#### EXTRACTED INFORMATION:
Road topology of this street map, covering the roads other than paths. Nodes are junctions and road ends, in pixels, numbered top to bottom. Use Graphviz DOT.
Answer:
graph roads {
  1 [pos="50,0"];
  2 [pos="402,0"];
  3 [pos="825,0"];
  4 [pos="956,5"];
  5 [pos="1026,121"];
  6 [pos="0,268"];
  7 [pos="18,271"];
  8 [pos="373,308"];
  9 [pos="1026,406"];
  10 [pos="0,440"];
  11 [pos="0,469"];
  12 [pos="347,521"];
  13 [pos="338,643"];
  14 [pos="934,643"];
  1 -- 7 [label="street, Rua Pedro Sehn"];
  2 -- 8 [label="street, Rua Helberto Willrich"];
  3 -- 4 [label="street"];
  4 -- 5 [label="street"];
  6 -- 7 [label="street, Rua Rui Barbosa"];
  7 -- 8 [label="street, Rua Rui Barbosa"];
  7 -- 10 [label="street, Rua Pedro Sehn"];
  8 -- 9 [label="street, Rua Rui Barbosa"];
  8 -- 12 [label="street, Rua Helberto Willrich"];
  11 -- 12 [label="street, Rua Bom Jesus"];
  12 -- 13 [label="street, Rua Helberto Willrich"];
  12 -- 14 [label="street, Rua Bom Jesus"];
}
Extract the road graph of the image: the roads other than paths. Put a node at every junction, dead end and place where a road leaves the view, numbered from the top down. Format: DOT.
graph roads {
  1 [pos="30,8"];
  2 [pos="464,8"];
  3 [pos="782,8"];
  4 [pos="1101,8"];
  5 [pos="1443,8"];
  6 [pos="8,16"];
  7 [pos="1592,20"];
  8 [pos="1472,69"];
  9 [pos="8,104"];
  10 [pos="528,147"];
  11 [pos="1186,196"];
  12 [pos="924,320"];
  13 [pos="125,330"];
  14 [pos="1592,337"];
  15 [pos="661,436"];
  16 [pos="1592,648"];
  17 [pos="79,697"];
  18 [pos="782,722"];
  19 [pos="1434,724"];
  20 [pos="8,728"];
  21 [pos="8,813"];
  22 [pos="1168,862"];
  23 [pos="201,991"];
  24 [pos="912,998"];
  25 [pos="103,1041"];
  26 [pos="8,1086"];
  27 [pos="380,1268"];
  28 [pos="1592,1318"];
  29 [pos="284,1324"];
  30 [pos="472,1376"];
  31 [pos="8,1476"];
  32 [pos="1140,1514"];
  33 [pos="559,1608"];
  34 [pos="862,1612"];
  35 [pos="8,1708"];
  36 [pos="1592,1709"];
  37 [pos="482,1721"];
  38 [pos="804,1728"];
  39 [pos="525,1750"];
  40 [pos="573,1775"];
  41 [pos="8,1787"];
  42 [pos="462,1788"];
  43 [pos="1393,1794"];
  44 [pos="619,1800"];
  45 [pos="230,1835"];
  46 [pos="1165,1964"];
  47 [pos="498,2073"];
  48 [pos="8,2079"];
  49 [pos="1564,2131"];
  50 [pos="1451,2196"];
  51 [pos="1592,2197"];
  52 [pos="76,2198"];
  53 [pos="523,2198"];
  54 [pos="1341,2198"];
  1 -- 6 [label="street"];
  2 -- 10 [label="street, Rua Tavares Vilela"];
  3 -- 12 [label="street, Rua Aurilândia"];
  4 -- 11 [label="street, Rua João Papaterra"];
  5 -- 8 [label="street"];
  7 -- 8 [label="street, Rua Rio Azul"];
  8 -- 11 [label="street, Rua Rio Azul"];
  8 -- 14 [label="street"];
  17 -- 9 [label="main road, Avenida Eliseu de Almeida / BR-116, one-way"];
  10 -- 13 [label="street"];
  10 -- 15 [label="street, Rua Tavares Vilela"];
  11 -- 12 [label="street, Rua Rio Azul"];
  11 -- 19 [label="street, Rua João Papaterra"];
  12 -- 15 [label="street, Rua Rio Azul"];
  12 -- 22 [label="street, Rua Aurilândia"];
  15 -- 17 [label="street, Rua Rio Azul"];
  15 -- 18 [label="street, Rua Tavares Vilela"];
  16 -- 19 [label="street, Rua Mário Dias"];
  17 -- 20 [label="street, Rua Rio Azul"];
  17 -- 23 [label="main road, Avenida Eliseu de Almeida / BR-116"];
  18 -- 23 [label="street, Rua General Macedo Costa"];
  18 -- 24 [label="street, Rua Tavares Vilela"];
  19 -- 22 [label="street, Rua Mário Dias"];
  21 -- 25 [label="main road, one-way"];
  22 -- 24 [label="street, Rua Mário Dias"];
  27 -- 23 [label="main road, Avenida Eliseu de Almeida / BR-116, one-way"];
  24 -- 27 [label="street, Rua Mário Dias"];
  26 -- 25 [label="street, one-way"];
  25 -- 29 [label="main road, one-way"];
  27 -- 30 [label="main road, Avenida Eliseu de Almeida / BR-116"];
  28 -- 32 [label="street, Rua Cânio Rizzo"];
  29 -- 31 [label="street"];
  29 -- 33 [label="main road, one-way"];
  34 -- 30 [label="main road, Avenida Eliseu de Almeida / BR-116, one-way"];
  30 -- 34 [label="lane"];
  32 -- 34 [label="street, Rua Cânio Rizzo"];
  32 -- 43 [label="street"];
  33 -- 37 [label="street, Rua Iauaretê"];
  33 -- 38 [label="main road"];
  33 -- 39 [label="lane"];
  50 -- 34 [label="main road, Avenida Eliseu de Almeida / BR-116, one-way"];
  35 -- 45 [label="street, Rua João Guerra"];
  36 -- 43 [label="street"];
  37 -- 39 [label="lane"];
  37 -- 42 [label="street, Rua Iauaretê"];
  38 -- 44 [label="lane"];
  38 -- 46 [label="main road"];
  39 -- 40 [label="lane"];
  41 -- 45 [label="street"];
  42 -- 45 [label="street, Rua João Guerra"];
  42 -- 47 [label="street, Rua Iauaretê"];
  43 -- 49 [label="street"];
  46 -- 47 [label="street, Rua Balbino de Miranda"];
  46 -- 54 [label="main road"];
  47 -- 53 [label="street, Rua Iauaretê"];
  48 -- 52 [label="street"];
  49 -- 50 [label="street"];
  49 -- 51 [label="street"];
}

#### ASSIGNMENT:
Your answer must consist of every line above, reproduced exactly.

#### THE ANSWER:
Road topology of this street map, covering the roads other than paths. Nodes are junctions and road ends, in pixels, numbered top to bottom. Use Graphviz DOT.
Answer:
graph roads {
  1 [pos="50,0"];
  2 [pos="402,0"];
  3 [pos="825,0"];
  4 [pos="956,5"];
  5 [pos="1026,121"];
  6 [pos="0,268"];
  7 [pos="18,271"];
  8 [pos="373,308"];
  9 [pos="1026,406"];
  10 [pos="0,440"];
  11 [pos="0,469"];
  12 [pos="347,521"];
  13 [pos="338,643"];
  14 [pos="934,643"];
  1 -- 7 [label="street, Rua Pedro Sehn"];
  2 -- 8 [label="street, Rua Helberto Willrich"];
  3 -- 4 [label="street"];
  4 -- 5 [label="street"];
  6 -- 7 [label="street, Rua Rui Barbosa"];
  7 -- 8 [label="street, Rua Rui Barbosa"];
  7 -- 10 [label="street, Rua Pedro Sehn"];
  8 -- 9 [label="street, Rua Rui Barbosa"];
  8 -- 12 [label="street, Rua Helberto Willrich"];
  11 -- 12 [label="street, Rua Bom Jesus"];
  12 -- 13 [label="street, Rua Helberto Willrich"];
  12 -- 14 [label="street, Rua Bom Jesus"];
}
Extract the road graph of the image: the roads other than paths. Put a node at every junction, dead end and place where a road leaves the view, numbered from the top down. Format: DOT.
graph roads {
  1 [pos="30,8"];
  2 [pos="464,8"];
  3 [pos="782,8"];
  4 [pos="1101,8"];
  5 [pos="1443,8"];
  6 [pos="8,16"];
  7 [pos="1592,20"];
  8 [pos="1472,69"];
  9 [pos="8,104"];
  10 [pos="528,147"];
  11 [pos="1186,196"];
  12 [pos="924,320"];
  13 [pos="125,330"];
  14 [pos="1592,337"];
  15 [pos="661,436"];
  16 [pos="1592,648"];
  17 [pos="79,697"];
  18 [pos="782,722"];
  19 [pos="1434,724"];
  20 [pos="8,728"];
  21 [pos="8,813"];
  22 [pos="1168,862"];
  23 [pos="201,991"];
  24 [pos="912,998"];
  25 [pos="103,1041"];
  26 [pos="8,1086"];
  27 [pos="380,1268"];
  28 [pos="1592,1318"];
  29 [pos="284,1324"];
  30 [pos="472,1376"];
  31 [pos="8,1476"];
  32 [pos="1140,1514"];
  33 [pos="559,1608"];
  34 [pos="862,1612"];
  35 [pos="8,1708"];
  36 [pos="1592,1709"];
  37 [pos="482,1721"];
  38 [pos="804,1728"];
  39 [pos="525,1750"];
  40 [pos="573,1775"];
  41 [pos="8,1787"];
  42 [pos="462,1788"];
  43 [pos="1393,1794"];
  44 [pos="619,1800"];
  45 [pos="230,1835"];
  46 [pos="1165,1964"];
  47 [pos="498,2073"];
  48 [pos="8,2079"];
  49 [pos="1564,2131"];
  50 [pos="1451,2196"];
  51 [pos="1592,2197"];
  52 [pos="76,2198"];
  53 [pos="523,2198"];
  54 [pos="1341,2198"];
  1 -- 6 [label="street"];
  2 -- 10 [label="street, Rua Tavares Vilela"];
  3 -- 12 [label="street, Rua Aurilândia"];
  4 -- 11 [label="street, Rua João Papaterra"];
  5 -- 8 [label="street"];
  7 -- 8 [label="street, Rua Rio Azul"];
  8 -- 11 [label="street, Rua Rio Azul"];
  8 -- 14 [label="street"];
  17 -- 9 [label="main road, Avenida Eliseu de Almeida / BR-116, one-way"];
  10 -- 13 [label="street"];
  10 -- 15 [label="street, Rua Tavares Vilela"];
  11 -- 12 [label="street, Rua Rio Azul"];
  11 -- 19 [label="street, Rua João Papaterra"];
  12 -- 15 [label="street, Rua Rio Azul"];
  12 -- 22 [label="street, Rua Aurilândia"];
  15 -- 17 [label="street, Rua Rio Azul"];
  15 -- 18 [label="street, Rua Tavares Vilela"];
  16 -- 19 [label="street, Rua Mário Dias"];
  17 -- 20 [label="street, Rua Rio Azul"];
  17 -- 23 [label="main road, Avenida Eliseu de Almeida / BR-116"];
  18 -- 23 [label="street, Rua General Macedo Costa"];
  18 -- 24 [label="street, Rua Tavares Vilela"];
  19 -- 22 [label="street, Rua Mário Dias"];
  21 -- 25 [label="main road, one-way"];
  22 -- 24 [label="street, Rua Mário Dias"];
  27 -- 23 [label="main road, Avenida Eliseu de Almeida / BR-116, one-way"];
  24 -- 27 [label="street, Rua Mário Dias"];
  26 -- 25 [label="street, one-way"];
  25 -- 29 [label="main road, one-way"];
  27 -- 30 [label="main road, Avenida Eliseu de Almeida / BR-116"];
  28 -- 32 [label="street, Rua Cânio Rizzo"];
  29 -- 31 [label="street"];
  29 -- 33 [label="main road, one-way"];
  34 -- 30 [label="main road, Avenida Eliseu de Almeida / BR-116, one-way"];
  30 -- 34 [label="lane"];
  32 -- 34 [label="street, Rua Cânio Rizzo"];
  32 -- 43 [label="street"];
  33 -- 37 [label="street, Rua Iauaretê"];
  33 -- 38 [label="main road"];
  33 -- 39 [label="lane"];
  50 -- 34 [label="main road, Avenida Eliseu de Almeida / BR-116, one-way"];
  35 -- 45 [label="street, Rua João Guerra"];
  36 -- 43 [label="street"];
  37 -- 39 [label="lane"];
  37 -- 42 [label="street, Rua Iauaretê"];
  38 -- 44 [label="lane"];
  38 -- 46 [label="main road"];
  39 -- 40 [label="lane"];
  41 -- 45 [label="street"];
  42 -- 45 [label="street, Rua João Guerra"];
  42 -- 47 [label="street, Rua Iauaretê"];
  43 -- 49 [label="street"];
  46 -- 47 [label="street, Rua Balbino de Miranda"];
  46 -- 54 [label="main road"];
  47 -- 53 [label="street, Rua Iauaretê"];
  48 -- 52 [label="street"];
  49 -- 50 [label="street"];
  49 -- 51 [label="street"];
}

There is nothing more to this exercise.